Homeowners and hoteliers are not the only ones affected by the creepy crawlies. Last month, Nike Town, Victoria Secret and Abercrombie & Fitch closed the doors of their New York City outlets to deal with bedbug infestations. Used furniture stores, office buildings and Laundromats have been affected. Hospitals, nursing homes and cruise ships are seeking advice on what to do if they’re invaded as well.

“These companies may be spending hundreds of thousands of dollars dealing with bedbugs and managing hysteria,” says Jeff White, research entomologist for BedBugCentral.com, a for-profit online clearinghouse of bedbug information. White says he has seen hotel rooms stripped down to the concrete to purge the pests.

For retailers, the expense extends beyond extermination and includes lost revenues due to business closures and contaminated products that must be discarded.
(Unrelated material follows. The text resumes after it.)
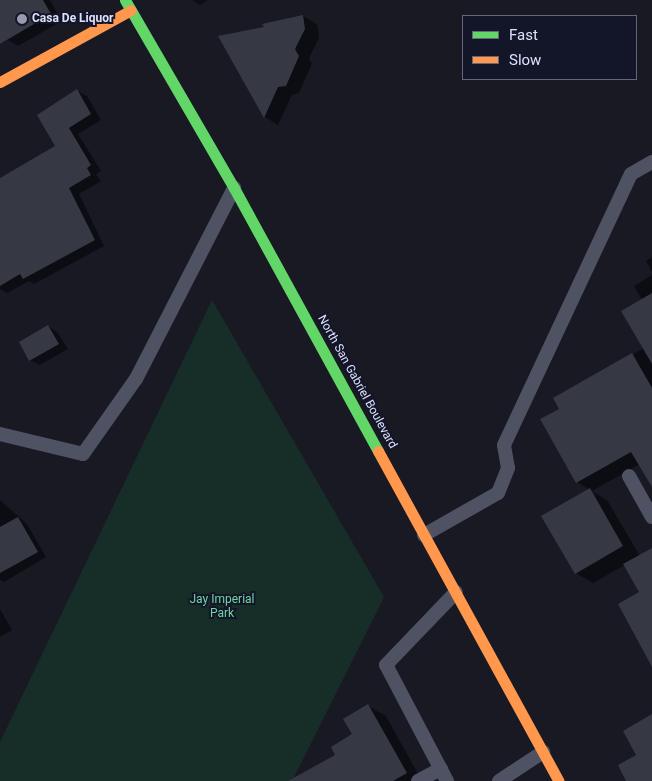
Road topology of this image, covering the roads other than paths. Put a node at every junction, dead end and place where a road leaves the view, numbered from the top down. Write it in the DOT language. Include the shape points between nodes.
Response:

Most insurance policies don’t cover infestations so any costs come straight out of the bottom line. Return policies may change to prevent contamination from returns from bedbug-ridden homes, says White.

The even bigger cost is obvious: What happens to a store’s reputation when customers can’t shake the heebie-jeebies and to come back and spend money?

“We have clients across the board who are concerned about this,” says JoAnn Sullivan, who advises retail clients on the topic for Marsh Risk Consulting. She tells them to treat a bedbug infestation much like they would a food recall.

“You want to have a plan,” she says. “It’s going to get out, so get out in front of the story.”

Consumers can choose from a wide range of products, although it is hard to say what might be effective.

There are $160 FabricTech mattress covers, $10 specialty sprays and $30 luggage liners. For $22, people can buy “interceptors,” which are placed under a bed’s legs to trap the bugs on their way up to a nighttime snack. For $320, a portable heating unit is said to kill off “stowaway” bedbugs hidden in luggage.

Another new gadget, NightWatch Bedbug monitor, is supposed to identify bedbugs by mimicking a sleeping person by releasing heat and carbon dioxide that attracts the bugs. The cost: $422. There are even $30,000 portable insect inferno trailers for sale that fire up the heat to kill bugs in a couch or mattress.

Many makers tout “green” products, promising safer solutions over harmful chemicals, and bedbug experts say it’s tough to know which products are legitimate and which are not.

“There is potential for fraud,” says Jerome Goddard, a Mississippi State medical entomologist. A maker of a “green” herbal spray recently embellished comments Goddard made about the spray’s effectiveness and then implied in advertisements that Goddard endorsed it when he did not.

“Whenever there is a buck to be made, people may stretch the truth,” he says.

Many county or university extension services also offer online advice on how to sort through bedbug products, and PestWorld.org, which is run by the National Pest Management Association, lets people search for reputable pest control companies.

The Environmental Protection Agency recently warned consumers to also check whether the pesticides to be used have been approved by the EPA and are approved for treating bedbugs.